A bare number is the only acceptable answer: how many lines of these entries include "dead"?

* * *

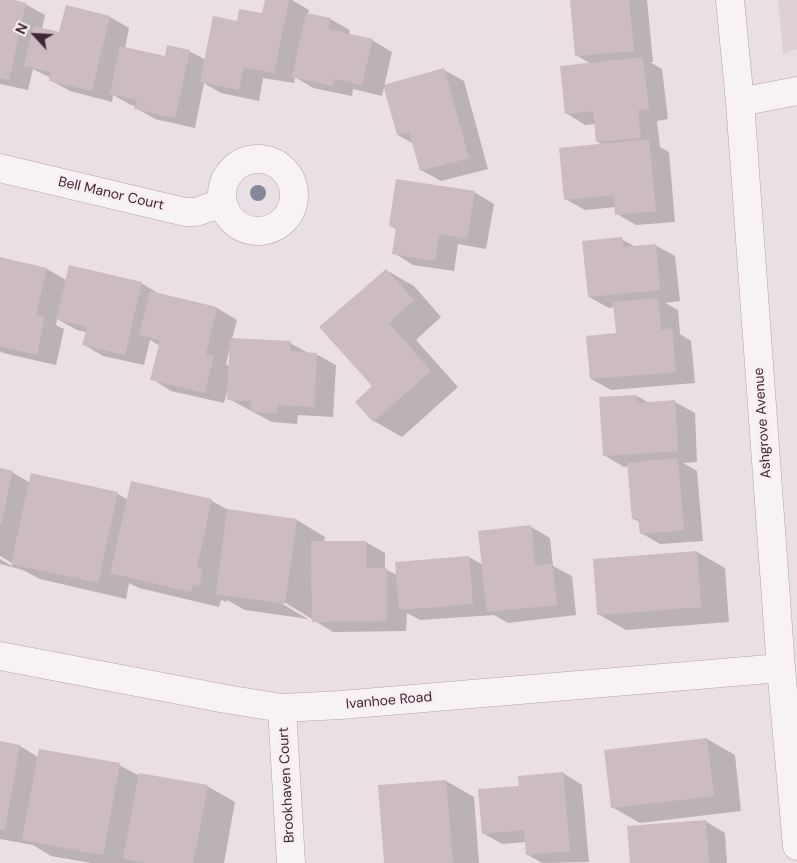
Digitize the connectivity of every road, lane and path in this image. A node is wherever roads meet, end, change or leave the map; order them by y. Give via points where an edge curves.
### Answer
1 (730, 0) edge
2 (797, 92) edge
3 (740, 102) junction
4 (0, 168) edge
5 (222, 203) dead end
6 (0, 656) edge
7 (782, 668) junction
8 (282, 708) junction
9 (797, 846) edge
10 (291, 863) edge

1 - 3 street, Ashgrove Avenue
2 - 3 street
3 - 7 street, Ashgrove Avenue
4 - 5 street, Bell Manor Court via 185,212 196,212
6 - 8 street, Ivanhoe Road
7 - 8 street, Ivanhoe Road
7 - 9 street, Ashgrove Avenue
8 - 10 street, Brookhaven Court

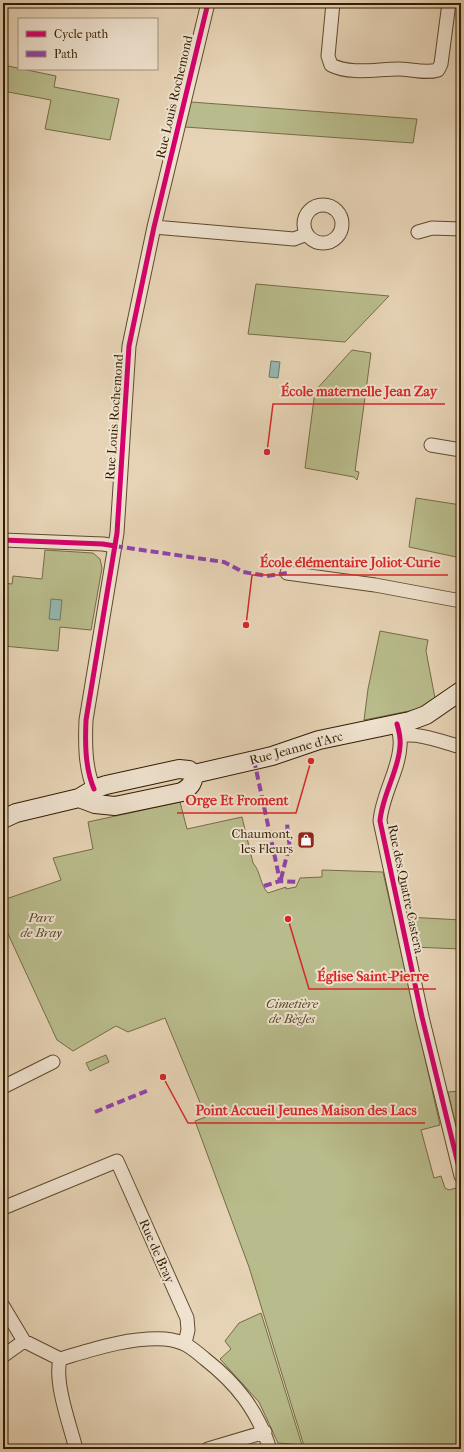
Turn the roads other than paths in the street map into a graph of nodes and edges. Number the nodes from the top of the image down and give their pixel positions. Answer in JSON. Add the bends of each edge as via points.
{"nodes":[{"id":1,"x":208,"y":3,"type":"edge"},
{"id":2,"x":333,"y":3,"type":"edge"},
{"id":3,"x":449,"y":3,"type":"edge"},
{"id":4,"x":154,"y":227,"type":"junction"},
{"id":5,"x":461,"y":229,"type":"edge"},
{"id":6,"x":418,"y":232,"type":"dead end"},
{"id":7,"x":307,"y":234,"type":"dead end"},
{"id":8,"x":431,"y":445,"type":"dead end"},
{"id":9,"x":461,"y":450,"type":"edge"},
{"id":10,"x":3,"y":540,"type":"edge"},
{"id":11,"x":115,"y":546,"type":"junction"},
{"id":12,"x":287,"y":573,"type":"dead end"},
{"id":13,"x":461,"y":601,"type":"edge"},
{"id":14,"x":461,"y":691,"type":"edge"},
{"id":15,"x":399,"y":730,"type":"junction"},
{"id":16,"x":461,"y":747,"type":"edge"},
{"id":17,"x":86,"y":794,"type":"junction"},
{"id":18,"x":3,"y":819,"type":"edge"},
{"id":19,"x":53,"y":1062,"type":"dead end"},
{"id":20,"x":3,"y":1087,"type":"edge"},
{"id":21,"x":461,"y":1176,"type":"edge"},
{"id":22,"x":3,"y":1208,"type":"edge"},
{"id":23,"x":3,"y":1306,"type":"edge"},
{"id":24,"x":24,"y":1341,"type":"junction"},
{"id":25,"x":185,"y":1343,"type":"junction"},
{"id":26,"x":3,"y":1356,"type":"edge"},
{"id":27,"x":60,"y":1359,"type":"junction"},
{"id":28,"x":264,"y":1432,"type":"junction"},
{"id":29,"x":76,"y":1449,"type":"edge"},
{"id":30,"x":208,"y":1449,"type":"edge"},
{"id":31,"x":270,"y":1449,"type":"edge"}],
"edges":[{"from":1,"to":4,"type":"street","name":"Rue Louis Rochemond"},
{"from":2,"to":3,"type":"street","via":[[328,56],[331,65],[338,68],[375,71],[399,69],[431,72],[438,70],[442,64]]},
{"from":4,"to":7,"type":"street","via":[[294,239]]},
{"from":4,"to":11,"type":"street","name":"Rue Louis Rochemond","via":[[129,346]]},
{"from":5,"to":6,"type":"street","via":[[432,228]]},
{"from":8,"to":9,"type":"street"},
{"from":10,"to":11,"type":"street"},
{"from":11,"to":17,"type":"street","name":"Rue Louis Rochemond","via":[[86,720],[85,747],[90,781]]},
{"from":12,"to":13,"type":"street","via":[[375,585]]},
{"from":14,"to":15,"type":"street","name":"Rue Jeanne d'Arc"},
{"from":15,"to":16,"type":"street"},
{"from":15,"to":17,"type":"street","name":"Rue Jeanne d'Arc","via":[[318,740],[272,756],[194,774],[189,770],[179,769],[106,785]]},
{"from":15,"to":21,"type":"street","name":"Rue des Quatre Castera","via":[[400,751],[381,810],[380,821],[422,1017]]},
{"from":17,"to":18,"type":"street","name":"Rue Jeanne d'Arc"},
{"from":19,"to":20,"type":"street"},
{"from":22,"to":25,"type":"street","name":"Rue de Bray","via":[[117,1161],[188,1318]]},
{"from":23,"to":24,"type":"street"},
{"from":24,"to":26,"type":"street"},
{"from":24,"to":27,"type":"street"},
{"from":25,"to":27,"type":"street","via":[[165,1339],[130,1340]]},
{"from":25,"to":28,"type":"street","via":[[225,1374],[242,1392]]},
{"from":27,"to":29,"type":"street","via":[[58,1367],[61,1391]]},
{"from":28,"to":30,"type":"street"},
{"from":28,"to":31,"type":"street"}]}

* * *

§ ANSWER AREA
6